**INPUT**

========

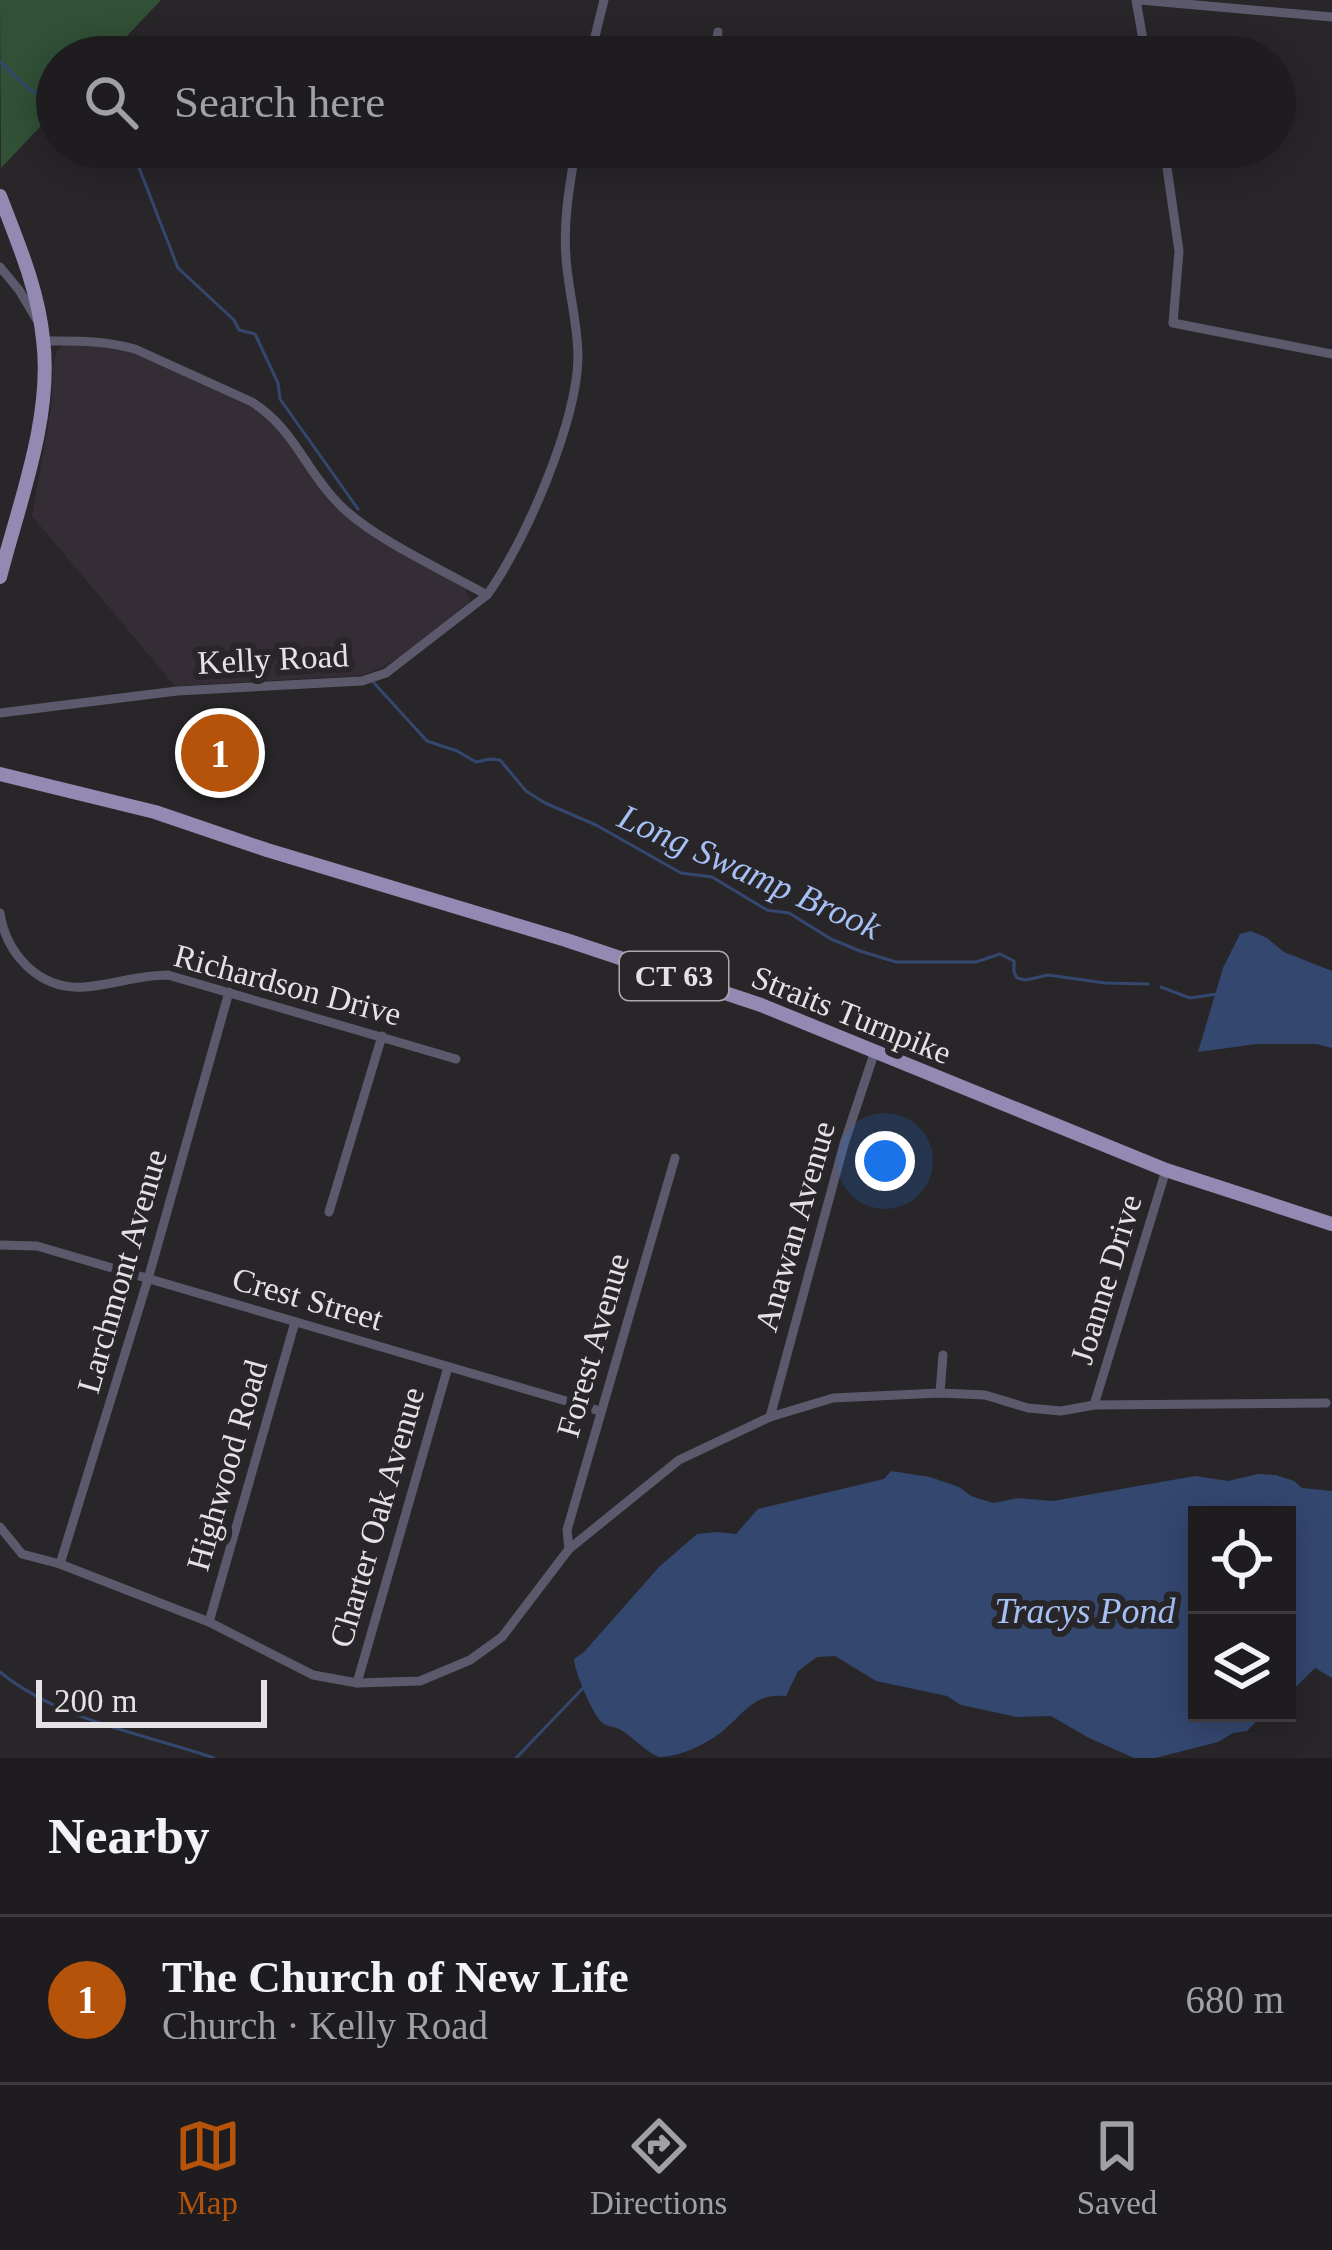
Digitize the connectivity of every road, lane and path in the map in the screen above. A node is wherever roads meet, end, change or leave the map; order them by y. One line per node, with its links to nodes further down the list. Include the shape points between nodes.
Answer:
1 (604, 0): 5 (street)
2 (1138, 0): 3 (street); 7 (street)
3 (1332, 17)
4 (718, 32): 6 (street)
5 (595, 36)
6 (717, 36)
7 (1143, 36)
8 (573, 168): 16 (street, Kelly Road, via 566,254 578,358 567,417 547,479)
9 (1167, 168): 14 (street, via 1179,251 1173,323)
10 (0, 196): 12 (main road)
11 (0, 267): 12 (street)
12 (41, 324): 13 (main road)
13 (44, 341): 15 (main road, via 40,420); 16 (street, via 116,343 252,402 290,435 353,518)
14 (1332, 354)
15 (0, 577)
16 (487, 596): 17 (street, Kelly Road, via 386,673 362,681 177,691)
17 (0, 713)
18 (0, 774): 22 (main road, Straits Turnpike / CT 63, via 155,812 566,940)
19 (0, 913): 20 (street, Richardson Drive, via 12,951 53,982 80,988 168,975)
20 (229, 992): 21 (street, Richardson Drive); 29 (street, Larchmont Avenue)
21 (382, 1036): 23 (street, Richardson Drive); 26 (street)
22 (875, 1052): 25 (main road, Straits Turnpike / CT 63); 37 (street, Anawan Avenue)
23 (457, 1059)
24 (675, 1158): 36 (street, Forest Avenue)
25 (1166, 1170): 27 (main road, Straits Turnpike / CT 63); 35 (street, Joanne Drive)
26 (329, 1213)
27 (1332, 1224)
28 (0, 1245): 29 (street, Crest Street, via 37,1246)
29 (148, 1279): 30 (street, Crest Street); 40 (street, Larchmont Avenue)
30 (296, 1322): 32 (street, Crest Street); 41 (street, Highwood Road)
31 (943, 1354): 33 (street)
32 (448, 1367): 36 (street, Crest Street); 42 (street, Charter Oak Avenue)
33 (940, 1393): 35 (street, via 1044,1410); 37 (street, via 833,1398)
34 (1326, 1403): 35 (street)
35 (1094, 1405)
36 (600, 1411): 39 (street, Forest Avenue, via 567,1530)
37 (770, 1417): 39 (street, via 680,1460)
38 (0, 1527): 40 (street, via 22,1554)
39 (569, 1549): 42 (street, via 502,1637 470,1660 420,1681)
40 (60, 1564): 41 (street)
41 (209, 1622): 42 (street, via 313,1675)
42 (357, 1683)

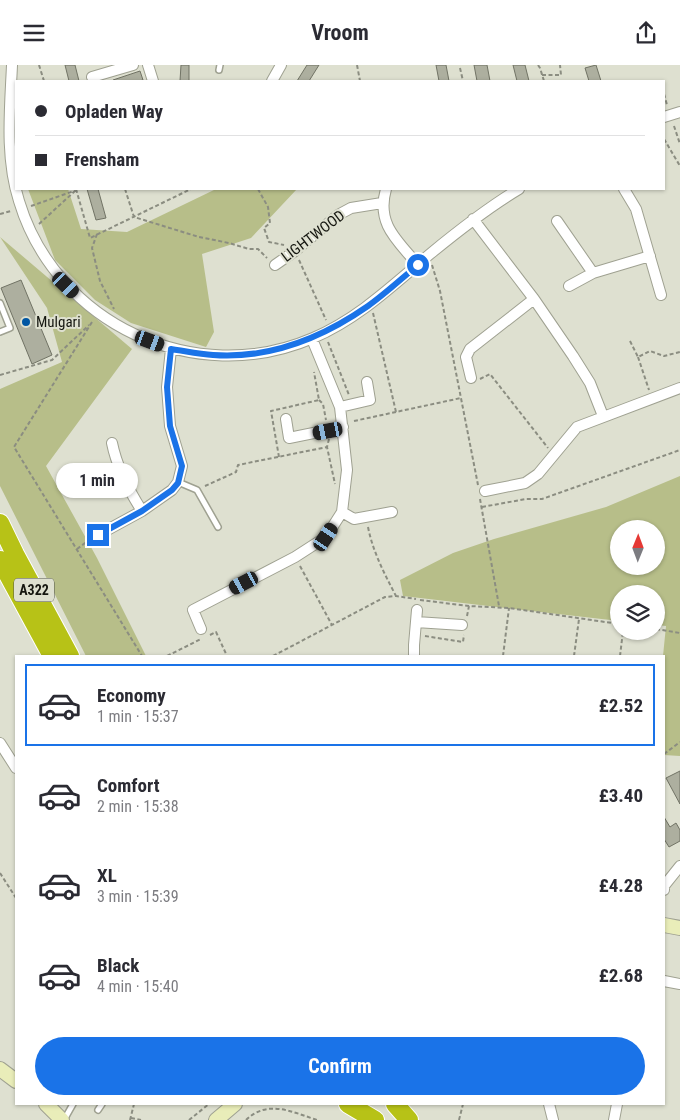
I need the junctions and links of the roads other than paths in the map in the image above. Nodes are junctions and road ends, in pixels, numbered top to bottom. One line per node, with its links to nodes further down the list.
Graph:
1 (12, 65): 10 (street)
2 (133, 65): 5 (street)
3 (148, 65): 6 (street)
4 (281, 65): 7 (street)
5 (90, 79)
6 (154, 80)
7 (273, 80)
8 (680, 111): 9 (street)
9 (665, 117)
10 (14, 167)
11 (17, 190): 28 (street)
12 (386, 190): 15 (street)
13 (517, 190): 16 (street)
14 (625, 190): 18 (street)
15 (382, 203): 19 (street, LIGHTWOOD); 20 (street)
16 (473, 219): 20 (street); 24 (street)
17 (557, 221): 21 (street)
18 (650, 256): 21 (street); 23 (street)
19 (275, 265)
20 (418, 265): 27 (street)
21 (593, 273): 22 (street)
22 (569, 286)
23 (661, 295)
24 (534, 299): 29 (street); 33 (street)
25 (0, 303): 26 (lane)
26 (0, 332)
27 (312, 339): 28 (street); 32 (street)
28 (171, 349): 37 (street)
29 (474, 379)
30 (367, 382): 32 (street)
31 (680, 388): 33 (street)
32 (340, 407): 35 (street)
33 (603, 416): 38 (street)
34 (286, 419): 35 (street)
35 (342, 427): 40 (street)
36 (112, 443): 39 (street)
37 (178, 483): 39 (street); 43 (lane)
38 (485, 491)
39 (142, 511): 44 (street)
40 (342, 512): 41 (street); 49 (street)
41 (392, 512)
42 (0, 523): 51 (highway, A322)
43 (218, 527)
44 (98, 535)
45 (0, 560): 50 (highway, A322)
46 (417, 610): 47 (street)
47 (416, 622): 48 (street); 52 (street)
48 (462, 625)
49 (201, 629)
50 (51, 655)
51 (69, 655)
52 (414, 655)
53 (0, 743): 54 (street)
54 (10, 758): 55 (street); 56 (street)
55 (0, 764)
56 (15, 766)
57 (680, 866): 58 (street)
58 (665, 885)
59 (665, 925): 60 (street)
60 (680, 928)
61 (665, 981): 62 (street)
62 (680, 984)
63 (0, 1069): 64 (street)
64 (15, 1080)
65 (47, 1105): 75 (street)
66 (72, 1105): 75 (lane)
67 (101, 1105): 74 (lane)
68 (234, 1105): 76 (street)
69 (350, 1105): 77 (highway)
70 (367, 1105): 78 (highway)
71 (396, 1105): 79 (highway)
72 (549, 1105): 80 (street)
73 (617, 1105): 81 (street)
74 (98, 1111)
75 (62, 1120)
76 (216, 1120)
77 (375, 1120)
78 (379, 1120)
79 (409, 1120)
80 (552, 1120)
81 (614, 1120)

========

**PROBLEM TO SOLVE**
When you transcribe the lines above, keep every word exact but leave the pictures behind.

**ANSWER**
Digitize the connectivity of every road, lane and path in the map in the screen above. A node is wherever roads meet, end, change or leave the map; order them by y. One line per node, with its links to nodes further down the list. Include the shape points between nodes.
Answer:
1 (604, 0): 5 (street)
2 (1138, 0): 3 (street); 7 (street)
3 (1332, 17)
4 (718, 32): 6 (street)
5 (595, 36)
6 (717, 36)
7 (1143, 36)
8 (573, 168): 16 (street, Kelly Road, via 566,254 578,358 567,417 547,479)
9 (1167, 168): 14 (street, via 1179,251 1173,323)
10 (0, 196): 12 (main road)
11 (0, 267): 12 (street)
12 (41, 324): 13 (main road)
13 (44, 341): 15 (main road, via 40,420); 16 (street, via 116,343 252,402 290,435 353,518)
14 (1332, 354)
15 (0, 577)
16 (487, 596): 17 (street, Kelly Road, via 386,673 362,681 177,691)
17 (0, 713)
18 (0, 774): 22 (main road, Straits Turnpike / CT 63, via 155,812 566,940)
19 (0, 913): 20 (street, Richardson Drive, via 12,951 53,982 80,988 168,975)
20 (229, 992): 21 (street, Richardson Drive); 29 (street, Larchmont Avenue)
21 (382, 1036): 23 (street, Richardson Drive); 26 (street)
22 (875, 1052): 25 (main road, Straits Turnpike / CT 63); 37 (street, Anawan Avenue)
23 (457, 1059)
24 (675, 1158): 36 (street, Forest Avenue)
25 (1166, 1170): 27 (main road, Straits Turnpike / CT 63); 35 (street, Joanne Drive)
26 (329, 1213)
27 (1332, 1224)
28 (0, 1245): 29 (street, Crest Street, via 37,1246)
29 (148, 1279): 30 (street, Crest Street); 40 (street, Larchmont Avenue)
30 (296, 1322): 32 (street, Crest Street); 41 (street, Highwood Road)
31 (943, 1354): 33 (street)
32 (448, 1367): 36 (street, Crest Street); 42 (street, Charter Oak Avenue)
33 (940, 1393): 35 (street, via 1044,1410); 37 (street, via 833,1398)
34 (1326, 1403): 35 (street)
35 (1094, 1405)
36 (600, 1411): 39 (street, Forest Avenue, via 567,1530)
37 (770, 1417): 39 (street, via 680,1460)
38 (0, 1527): 40 (street, via 22,1554)
39 (569, 1549): 42 (street, via 502,1637 470,1660 420,1681)
40 (60, 1564): 41 (street)
41 (209, 1622): 42 (street, via 313,1675)
42 (357, 1683)

I need the junctions and links of the roads other than paths in the map in the image above. Nodes are junctions and road ends, in pixels, numbered top to bottom. One line per node, with its links to nodes further down the list.
Graph:
1 (12, 65): 10 (street)
2 (133, 65): 5 (street)
3 (148, 65): 6 (street)
4 (281, 65): 7 (street)
5 (90, 79)
6 (154, 80)
7 (273, 80)
8 (680, 111): 9 (street)
9 (665, 117)
10 (14, 167)
11 (17, 190): 28 (street)
12 (386, 190): 15 (street)
13 (517, 190): 16 (street)
14 (625, 190): 18 (street)
15 (382, 203): 19 (street, LIGHTWOOD); 20 (street)
16 (473, 219): 20 (street); 24 (street)
17 (557, 221): 21 (street)
18 (650, 256): 21 (street); 23 (street)
19 (275, 265)
20 (418, 265): 27 (street)
21 (593, 273): 22 (street)
22 (569, 286)
23 (661, 295)
24 (534, 299): 29 (street); 33 (street)
25 (0, 303): 26 (lane)
26 (0, 332)
27 (312, 339): 28 (street); 32 (street)
28 (171, 349): 37 (street)
29 (474, 379)
30 (367, 382): 32 (street)
31 (680, 388): 33 (street)
32 (340, 407): 35 (street)
33 (603, 416): 38 (street)
34 (286, 419): 35 (street)
35 (342, 427): 40 (street)
36 (112, 443): 39 (street)
37 (178, 483): 39 (street); 43 (lane)
38 (485, 491)
39 (142, 511): 44 (street)
40 (342, 512): 41 (street); 49 (street)
41 (392, 512)
42 (0, 523): 51 (highway, A322)
43 (218, 527)
44 (98, 535)
45 (0, 560): 50 (highway, A322)
46 (417, 610): 47 (street)
47 (416, 622): 48 (street); 52 (street)
48 (462, 625)
49 (201, 629)
50 (51, 655)
51 (69, 655)
52 (414, 655)
53 (0, 743): 54 (street)
54 (10, 758): 55 (street); 56 (street)
55 (0, 764)
56 (15, 766)
57 (680, 866): 58 (street)
58 (665, 885)
59 (665, 925): 60 (street)
60 (680, 928)
61 (665, 981): 62 (street)
62 (680, 984)
63 (0, 1069): 64 (street)
64 (15, 1080)
65 (47, 1105): 75 (street)
66 (72, 1105): 75 (lane)
67 (101, 1105): 74 (lane)
68 (234, 1105): 76 (street)
69 (350, 1105): 77 (highway)
70 (367, 1105): 78 (highway)
71 (396, 1105): 79 (highway)
72 (549, 1105): 80 (street)
73 (617, 1105): 81 (street)
74 (98, 1111)
75 (62, 1120)
76 (216, 1120)
77 (375, 1120)
78 (379, 1120)
79 (409, 1120)
80 (552, 1120)
81 (614, 1120)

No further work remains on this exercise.